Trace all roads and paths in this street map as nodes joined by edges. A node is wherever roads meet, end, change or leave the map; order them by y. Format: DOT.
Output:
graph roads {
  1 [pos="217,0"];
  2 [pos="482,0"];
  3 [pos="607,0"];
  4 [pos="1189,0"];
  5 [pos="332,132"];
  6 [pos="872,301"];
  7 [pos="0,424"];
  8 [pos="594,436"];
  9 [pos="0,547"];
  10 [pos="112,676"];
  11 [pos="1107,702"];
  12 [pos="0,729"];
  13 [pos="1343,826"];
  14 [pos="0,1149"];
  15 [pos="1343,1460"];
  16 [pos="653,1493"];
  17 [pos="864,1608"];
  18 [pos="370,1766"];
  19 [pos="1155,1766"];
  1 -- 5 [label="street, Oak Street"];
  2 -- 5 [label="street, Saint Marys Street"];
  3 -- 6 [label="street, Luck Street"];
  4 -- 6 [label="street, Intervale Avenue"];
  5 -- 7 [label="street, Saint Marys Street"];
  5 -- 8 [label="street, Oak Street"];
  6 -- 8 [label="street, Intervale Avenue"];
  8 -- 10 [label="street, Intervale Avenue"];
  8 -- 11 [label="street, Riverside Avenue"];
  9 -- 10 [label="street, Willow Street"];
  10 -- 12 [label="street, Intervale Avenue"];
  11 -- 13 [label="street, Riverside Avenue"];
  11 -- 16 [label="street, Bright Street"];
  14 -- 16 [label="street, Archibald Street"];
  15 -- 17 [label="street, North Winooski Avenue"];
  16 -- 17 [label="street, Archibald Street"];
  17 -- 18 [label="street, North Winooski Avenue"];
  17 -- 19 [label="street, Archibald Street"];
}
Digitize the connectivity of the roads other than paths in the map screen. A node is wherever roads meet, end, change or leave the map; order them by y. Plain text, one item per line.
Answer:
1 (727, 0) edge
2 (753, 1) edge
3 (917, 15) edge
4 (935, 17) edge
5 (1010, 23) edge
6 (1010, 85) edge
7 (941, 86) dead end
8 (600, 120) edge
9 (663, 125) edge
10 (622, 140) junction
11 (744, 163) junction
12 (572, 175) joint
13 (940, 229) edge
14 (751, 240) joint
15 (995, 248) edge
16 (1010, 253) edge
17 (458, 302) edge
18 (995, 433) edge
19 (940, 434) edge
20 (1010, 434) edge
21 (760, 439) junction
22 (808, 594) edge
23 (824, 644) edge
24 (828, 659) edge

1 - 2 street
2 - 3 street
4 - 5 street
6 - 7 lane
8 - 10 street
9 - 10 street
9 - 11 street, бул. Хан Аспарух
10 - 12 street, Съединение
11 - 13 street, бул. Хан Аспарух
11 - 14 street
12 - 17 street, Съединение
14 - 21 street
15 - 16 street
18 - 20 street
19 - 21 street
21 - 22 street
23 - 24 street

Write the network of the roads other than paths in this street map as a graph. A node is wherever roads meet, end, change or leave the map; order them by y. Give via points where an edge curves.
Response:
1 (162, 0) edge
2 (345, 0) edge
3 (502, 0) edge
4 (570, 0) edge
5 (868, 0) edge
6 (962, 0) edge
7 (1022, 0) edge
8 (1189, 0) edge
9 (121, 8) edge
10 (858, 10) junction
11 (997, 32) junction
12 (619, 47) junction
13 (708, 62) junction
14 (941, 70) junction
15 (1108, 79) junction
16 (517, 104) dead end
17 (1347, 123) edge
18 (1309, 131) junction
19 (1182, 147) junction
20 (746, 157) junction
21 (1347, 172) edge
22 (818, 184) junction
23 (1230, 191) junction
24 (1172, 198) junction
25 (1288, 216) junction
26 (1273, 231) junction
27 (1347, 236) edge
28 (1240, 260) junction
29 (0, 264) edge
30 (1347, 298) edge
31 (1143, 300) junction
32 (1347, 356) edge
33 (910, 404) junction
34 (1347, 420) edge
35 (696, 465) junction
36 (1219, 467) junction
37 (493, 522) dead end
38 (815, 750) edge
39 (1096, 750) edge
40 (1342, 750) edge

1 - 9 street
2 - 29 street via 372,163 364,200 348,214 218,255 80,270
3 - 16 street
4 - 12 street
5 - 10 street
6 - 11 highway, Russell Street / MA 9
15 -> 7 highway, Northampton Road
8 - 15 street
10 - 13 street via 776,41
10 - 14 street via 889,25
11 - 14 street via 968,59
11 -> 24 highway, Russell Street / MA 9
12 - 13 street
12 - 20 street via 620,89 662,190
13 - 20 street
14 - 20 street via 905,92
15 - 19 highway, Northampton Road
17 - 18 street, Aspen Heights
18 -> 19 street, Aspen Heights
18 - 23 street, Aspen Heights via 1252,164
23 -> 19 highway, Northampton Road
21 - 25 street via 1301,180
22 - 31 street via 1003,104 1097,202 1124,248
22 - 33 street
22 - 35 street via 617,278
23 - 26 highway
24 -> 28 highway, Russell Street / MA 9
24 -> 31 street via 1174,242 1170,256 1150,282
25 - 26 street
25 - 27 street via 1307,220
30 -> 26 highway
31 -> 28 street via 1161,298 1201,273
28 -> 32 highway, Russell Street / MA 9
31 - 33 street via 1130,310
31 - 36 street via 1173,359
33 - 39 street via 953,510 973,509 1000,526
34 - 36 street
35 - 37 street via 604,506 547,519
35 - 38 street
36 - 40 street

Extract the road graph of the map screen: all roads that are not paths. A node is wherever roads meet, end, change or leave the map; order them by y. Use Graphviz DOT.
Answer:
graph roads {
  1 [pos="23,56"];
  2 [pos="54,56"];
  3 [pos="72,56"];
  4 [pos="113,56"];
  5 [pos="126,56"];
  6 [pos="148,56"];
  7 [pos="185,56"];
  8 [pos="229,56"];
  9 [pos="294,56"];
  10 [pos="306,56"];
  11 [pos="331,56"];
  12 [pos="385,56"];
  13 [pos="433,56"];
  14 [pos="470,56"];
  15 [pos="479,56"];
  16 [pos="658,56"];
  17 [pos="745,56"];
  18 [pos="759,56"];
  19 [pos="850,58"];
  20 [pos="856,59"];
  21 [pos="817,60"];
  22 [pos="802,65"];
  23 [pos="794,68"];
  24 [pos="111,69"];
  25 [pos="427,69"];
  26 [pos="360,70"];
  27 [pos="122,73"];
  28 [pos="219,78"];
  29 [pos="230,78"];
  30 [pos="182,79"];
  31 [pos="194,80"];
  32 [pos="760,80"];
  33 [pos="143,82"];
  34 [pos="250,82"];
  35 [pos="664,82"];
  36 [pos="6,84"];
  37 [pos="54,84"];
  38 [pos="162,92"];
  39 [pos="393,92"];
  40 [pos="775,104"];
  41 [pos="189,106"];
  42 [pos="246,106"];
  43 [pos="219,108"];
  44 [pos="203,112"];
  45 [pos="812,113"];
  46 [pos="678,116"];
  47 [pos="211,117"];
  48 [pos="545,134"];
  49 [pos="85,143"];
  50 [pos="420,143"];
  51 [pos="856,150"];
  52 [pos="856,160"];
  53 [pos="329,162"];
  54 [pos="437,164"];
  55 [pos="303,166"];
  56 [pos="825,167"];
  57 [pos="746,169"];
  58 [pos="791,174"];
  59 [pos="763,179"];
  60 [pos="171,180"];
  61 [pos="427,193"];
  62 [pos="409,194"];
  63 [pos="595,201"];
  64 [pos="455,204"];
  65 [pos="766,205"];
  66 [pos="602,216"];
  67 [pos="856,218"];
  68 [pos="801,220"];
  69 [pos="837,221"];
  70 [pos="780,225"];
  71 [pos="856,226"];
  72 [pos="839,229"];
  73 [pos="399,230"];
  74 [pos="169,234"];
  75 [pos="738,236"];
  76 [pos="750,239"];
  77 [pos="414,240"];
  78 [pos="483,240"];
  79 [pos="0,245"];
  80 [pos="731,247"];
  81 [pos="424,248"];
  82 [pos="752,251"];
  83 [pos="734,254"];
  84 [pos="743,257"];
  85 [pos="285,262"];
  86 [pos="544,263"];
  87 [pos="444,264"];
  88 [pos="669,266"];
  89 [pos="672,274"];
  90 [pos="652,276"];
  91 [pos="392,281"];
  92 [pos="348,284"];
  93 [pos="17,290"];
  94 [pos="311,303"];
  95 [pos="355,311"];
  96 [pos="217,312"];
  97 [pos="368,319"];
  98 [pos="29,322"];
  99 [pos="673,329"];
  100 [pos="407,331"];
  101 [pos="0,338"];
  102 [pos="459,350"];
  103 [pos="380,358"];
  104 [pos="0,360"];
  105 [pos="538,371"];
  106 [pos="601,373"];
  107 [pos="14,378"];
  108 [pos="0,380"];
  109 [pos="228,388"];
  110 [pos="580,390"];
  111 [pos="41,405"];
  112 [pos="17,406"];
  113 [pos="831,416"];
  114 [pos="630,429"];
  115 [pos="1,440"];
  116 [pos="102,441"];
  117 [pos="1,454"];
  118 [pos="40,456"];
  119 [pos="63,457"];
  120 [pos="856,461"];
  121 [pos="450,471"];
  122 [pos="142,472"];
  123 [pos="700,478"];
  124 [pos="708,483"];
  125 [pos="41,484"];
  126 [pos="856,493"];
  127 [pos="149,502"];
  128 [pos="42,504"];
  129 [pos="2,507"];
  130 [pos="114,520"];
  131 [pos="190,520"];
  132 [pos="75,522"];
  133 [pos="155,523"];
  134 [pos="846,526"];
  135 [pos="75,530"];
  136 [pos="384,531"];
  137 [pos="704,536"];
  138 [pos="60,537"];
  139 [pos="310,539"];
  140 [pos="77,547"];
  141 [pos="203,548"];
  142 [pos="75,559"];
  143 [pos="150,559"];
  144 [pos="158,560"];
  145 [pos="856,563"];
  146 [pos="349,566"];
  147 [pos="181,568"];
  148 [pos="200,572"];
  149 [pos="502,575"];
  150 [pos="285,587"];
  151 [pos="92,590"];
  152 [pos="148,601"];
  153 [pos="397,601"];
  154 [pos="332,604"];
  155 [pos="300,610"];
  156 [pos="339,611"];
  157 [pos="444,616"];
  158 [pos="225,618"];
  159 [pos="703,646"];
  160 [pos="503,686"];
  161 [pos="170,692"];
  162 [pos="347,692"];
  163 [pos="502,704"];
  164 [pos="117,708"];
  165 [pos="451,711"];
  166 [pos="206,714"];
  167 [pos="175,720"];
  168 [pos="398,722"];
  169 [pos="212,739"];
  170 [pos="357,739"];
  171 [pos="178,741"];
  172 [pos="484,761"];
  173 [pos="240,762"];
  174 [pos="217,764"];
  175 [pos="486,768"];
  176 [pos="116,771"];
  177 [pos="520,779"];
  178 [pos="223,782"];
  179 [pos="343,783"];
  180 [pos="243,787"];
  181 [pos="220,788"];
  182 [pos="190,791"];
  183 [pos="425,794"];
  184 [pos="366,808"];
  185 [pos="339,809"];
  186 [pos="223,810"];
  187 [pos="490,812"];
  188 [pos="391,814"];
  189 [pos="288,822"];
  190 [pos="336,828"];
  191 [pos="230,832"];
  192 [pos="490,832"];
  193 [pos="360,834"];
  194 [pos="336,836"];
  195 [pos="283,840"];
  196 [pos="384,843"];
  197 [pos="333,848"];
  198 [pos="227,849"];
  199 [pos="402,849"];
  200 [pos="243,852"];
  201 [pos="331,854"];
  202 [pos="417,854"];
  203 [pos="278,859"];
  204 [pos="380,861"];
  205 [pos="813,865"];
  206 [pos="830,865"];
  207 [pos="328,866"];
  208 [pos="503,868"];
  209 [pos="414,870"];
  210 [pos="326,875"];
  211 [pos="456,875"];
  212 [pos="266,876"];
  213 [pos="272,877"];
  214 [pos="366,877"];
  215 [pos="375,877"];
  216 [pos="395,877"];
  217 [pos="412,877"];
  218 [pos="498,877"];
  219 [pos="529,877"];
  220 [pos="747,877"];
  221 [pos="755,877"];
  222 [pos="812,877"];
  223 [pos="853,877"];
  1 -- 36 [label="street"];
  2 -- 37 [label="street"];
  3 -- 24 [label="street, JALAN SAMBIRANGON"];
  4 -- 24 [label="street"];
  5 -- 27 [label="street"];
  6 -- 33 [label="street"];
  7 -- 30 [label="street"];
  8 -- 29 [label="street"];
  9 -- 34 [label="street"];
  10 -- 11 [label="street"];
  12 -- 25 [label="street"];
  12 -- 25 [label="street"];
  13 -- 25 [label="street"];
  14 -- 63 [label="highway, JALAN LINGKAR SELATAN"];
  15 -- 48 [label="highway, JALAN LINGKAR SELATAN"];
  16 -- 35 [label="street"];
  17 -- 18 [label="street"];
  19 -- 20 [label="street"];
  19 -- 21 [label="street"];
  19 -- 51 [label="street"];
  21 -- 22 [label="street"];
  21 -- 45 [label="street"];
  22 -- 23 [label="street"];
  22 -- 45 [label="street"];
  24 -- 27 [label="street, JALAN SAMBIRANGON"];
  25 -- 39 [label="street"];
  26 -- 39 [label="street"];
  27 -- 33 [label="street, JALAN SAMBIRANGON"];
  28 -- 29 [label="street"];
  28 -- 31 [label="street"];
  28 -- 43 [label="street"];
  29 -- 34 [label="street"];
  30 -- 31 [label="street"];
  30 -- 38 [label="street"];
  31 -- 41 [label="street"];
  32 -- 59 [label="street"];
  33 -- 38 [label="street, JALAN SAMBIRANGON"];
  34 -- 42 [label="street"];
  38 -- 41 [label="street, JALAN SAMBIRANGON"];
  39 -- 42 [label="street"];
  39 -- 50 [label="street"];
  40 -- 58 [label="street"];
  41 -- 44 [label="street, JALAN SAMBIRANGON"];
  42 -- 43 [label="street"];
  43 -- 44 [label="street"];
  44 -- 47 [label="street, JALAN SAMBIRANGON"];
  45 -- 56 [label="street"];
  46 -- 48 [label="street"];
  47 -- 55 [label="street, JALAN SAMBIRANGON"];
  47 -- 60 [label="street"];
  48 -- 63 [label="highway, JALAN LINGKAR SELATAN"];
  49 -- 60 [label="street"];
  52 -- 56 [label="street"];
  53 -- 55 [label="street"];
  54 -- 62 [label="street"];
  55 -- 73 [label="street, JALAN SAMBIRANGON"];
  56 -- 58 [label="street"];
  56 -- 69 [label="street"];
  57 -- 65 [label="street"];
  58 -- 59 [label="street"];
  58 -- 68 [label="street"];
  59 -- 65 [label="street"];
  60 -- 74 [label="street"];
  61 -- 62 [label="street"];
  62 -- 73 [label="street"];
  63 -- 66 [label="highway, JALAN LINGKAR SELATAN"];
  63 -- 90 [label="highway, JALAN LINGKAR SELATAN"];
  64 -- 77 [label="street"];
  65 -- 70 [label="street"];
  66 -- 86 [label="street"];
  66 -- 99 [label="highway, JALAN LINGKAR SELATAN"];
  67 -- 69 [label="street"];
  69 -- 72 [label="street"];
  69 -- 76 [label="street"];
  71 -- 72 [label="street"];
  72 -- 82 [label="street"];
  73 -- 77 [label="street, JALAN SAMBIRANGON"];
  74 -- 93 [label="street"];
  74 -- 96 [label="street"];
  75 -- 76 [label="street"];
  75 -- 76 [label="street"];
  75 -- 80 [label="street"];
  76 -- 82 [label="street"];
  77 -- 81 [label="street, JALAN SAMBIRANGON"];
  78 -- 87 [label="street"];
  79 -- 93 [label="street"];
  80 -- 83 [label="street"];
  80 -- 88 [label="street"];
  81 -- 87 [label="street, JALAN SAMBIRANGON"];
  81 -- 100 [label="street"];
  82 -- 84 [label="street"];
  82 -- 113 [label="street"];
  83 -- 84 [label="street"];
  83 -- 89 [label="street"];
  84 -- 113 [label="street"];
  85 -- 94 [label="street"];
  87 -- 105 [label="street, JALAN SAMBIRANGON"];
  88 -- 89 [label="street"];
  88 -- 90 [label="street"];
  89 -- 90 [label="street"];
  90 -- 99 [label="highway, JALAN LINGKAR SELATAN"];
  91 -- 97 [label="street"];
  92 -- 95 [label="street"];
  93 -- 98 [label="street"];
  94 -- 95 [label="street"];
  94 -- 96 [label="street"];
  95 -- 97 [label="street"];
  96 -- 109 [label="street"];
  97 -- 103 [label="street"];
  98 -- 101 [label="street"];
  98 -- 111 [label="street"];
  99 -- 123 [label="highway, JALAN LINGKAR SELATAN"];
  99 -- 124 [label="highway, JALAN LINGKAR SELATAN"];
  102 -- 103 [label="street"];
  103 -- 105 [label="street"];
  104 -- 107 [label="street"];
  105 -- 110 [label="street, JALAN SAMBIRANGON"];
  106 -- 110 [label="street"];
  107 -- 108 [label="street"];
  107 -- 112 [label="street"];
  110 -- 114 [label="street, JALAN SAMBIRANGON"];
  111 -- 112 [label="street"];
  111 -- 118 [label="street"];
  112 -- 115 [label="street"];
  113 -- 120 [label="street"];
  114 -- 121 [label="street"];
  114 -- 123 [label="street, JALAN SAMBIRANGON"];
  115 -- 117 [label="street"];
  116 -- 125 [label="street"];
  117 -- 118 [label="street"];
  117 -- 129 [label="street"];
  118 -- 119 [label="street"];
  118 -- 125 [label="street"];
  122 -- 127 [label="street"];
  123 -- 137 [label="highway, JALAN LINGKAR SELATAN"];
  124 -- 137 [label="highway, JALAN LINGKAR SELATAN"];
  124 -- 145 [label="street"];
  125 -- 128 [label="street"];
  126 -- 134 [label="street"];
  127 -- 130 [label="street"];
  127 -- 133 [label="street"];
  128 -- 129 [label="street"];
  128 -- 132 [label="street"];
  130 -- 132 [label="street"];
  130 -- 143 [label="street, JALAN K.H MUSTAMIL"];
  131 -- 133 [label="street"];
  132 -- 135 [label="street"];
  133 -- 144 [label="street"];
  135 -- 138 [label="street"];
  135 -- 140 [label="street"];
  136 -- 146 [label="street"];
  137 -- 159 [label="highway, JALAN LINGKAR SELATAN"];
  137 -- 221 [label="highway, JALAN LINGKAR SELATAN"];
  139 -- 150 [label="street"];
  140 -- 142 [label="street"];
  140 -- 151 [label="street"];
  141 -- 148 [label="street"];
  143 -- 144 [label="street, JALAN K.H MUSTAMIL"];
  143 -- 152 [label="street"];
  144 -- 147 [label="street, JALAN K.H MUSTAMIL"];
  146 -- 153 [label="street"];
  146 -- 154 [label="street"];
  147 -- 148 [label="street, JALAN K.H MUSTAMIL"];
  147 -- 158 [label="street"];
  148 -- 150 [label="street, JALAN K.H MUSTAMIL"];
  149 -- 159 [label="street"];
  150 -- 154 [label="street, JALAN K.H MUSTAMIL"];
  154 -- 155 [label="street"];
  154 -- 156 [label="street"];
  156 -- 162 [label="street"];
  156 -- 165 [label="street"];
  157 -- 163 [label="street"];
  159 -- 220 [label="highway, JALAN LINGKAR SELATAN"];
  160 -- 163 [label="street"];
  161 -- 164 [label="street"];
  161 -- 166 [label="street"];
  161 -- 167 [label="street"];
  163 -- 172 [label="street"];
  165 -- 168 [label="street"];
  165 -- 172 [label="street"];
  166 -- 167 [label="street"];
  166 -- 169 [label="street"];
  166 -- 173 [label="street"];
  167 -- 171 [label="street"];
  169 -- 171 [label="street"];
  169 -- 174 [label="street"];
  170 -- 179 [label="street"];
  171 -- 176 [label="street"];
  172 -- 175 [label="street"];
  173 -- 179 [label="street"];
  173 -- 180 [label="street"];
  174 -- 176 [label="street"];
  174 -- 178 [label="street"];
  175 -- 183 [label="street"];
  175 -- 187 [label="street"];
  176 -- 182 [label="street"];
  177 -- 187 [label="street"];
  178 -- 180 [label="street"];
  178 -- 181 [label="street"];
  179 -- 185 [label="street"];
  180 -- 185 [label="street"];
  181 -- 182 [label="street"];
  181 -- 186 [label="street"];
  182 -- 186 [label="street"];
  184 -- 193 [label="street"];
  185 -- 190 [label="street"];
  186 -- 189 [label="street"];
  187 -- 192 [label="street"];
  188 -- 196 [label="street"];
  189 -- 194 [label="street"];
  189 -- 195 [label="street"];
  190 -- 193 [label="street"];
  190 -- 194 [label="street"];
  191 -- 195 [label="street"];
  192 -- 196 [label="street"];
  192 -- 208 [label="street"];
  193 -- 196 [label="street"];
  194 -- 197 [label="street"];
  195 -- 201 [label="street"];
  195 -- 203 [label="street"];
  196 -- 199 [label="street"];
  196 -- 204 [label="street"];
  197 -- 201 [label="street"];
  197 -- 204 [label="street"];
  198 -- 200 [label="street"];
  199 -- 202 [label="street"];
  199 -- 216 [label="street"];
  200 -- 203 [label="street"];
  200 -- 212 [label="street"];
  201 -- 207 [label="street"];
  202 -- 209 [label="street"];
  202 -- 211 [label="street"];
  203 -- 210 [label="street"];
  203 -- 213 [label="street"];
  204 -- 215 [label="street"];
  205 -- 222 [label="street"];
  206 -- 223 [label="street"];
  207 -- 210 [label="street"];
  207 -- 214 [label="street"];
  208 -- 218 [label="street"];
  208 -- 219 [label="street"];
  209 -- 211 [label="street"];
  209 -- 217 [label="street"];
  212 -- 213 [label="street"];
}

----

What to work on: Wherever a line holds the word "Съединение", copy that line out of the entries above.

Result of this task:
10 - 12 street, Съединение
12 - 17 street, Съединение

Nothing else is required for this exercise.